- [STUDY MATERIAL]:
-- -- --

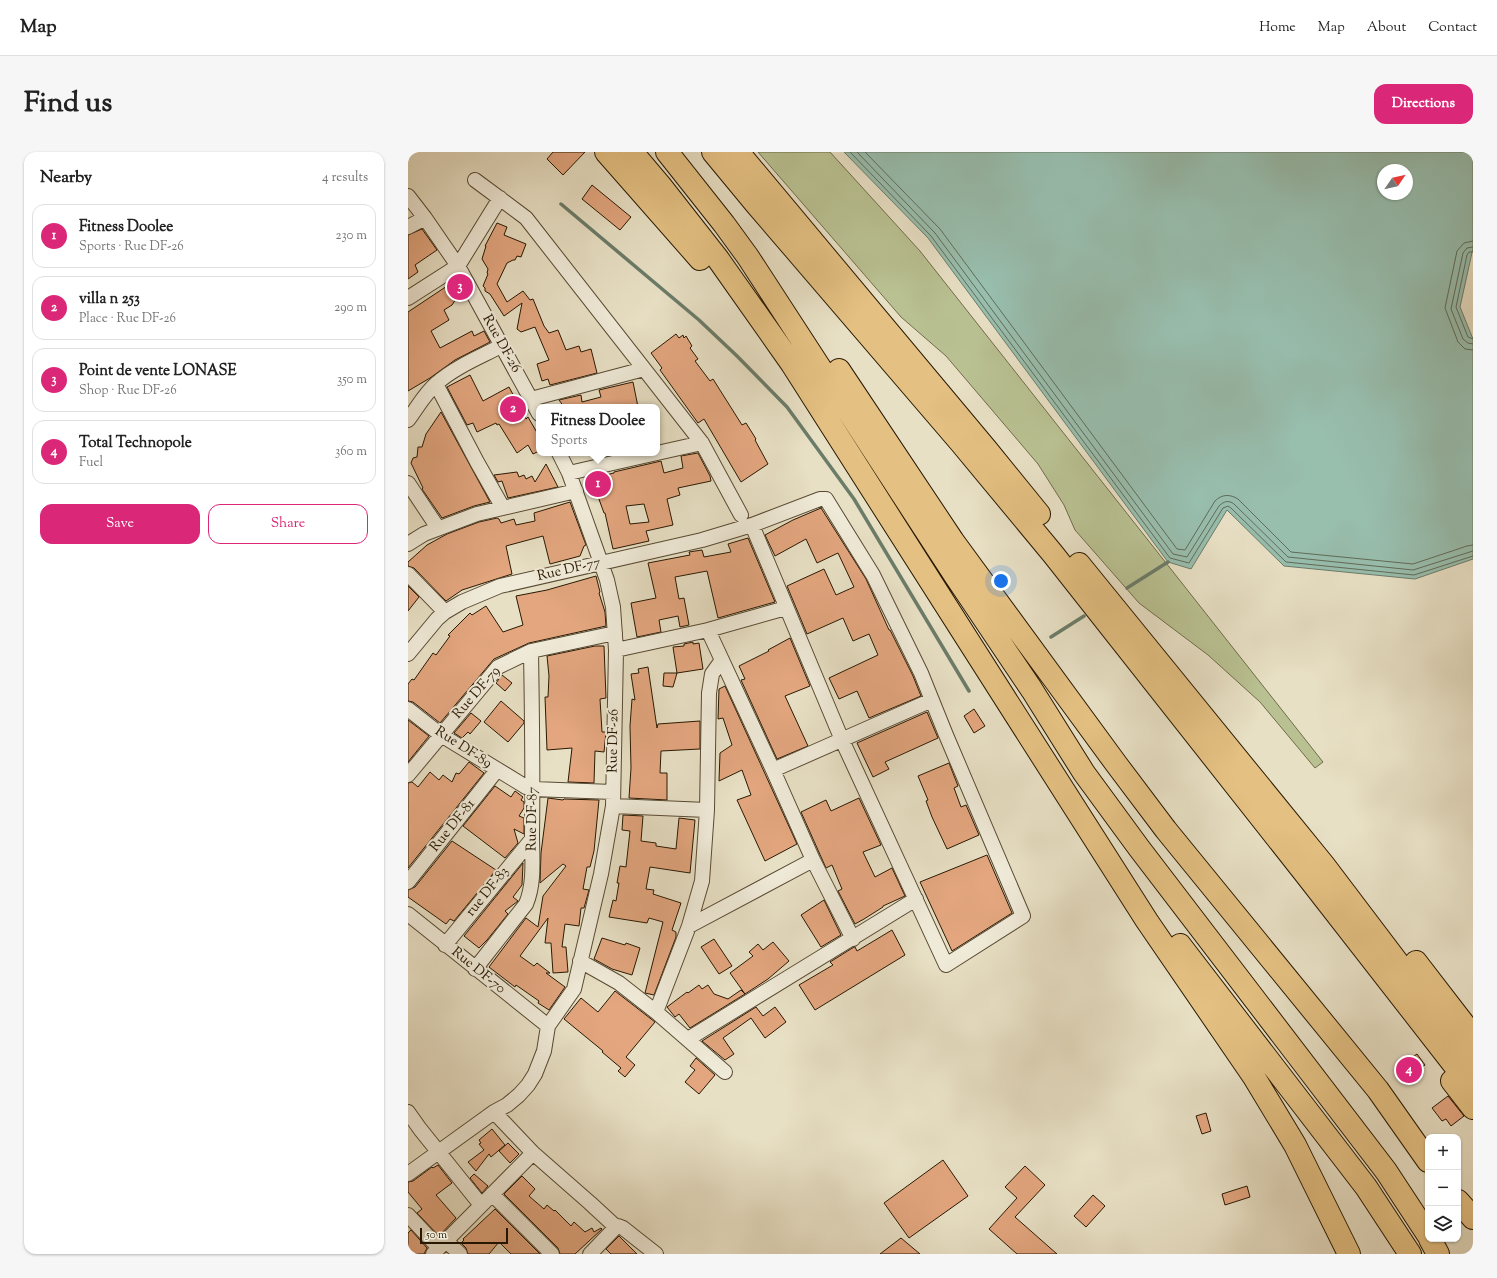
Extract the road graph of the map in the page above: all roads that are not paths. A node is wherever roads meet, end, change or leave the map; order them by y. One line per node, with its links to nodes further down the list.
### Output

-- -- --

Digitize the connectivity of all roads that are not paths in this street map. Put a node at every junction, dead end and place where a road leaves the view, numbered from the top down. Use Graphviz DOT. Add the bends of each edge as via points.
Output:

-- -- --

- [ABOUT THIS EXERCISE]: Search the listing for the word "roads" and return each line that holds it.

- [OUTPUT]:
Extract the road graph of the map in the page above: all roads that are not paths. A node is wherever roads meet, end, change or leave the map; order them by y. One line per node, with its links to nodes further down the list.
Digitize the connectivity of all roads that are not paths in this street map. Put a node at every junction, dead end and place where a road leaves the view, numbered from the top down. Use Graphviz DOT. Add the bends of each edge as via points.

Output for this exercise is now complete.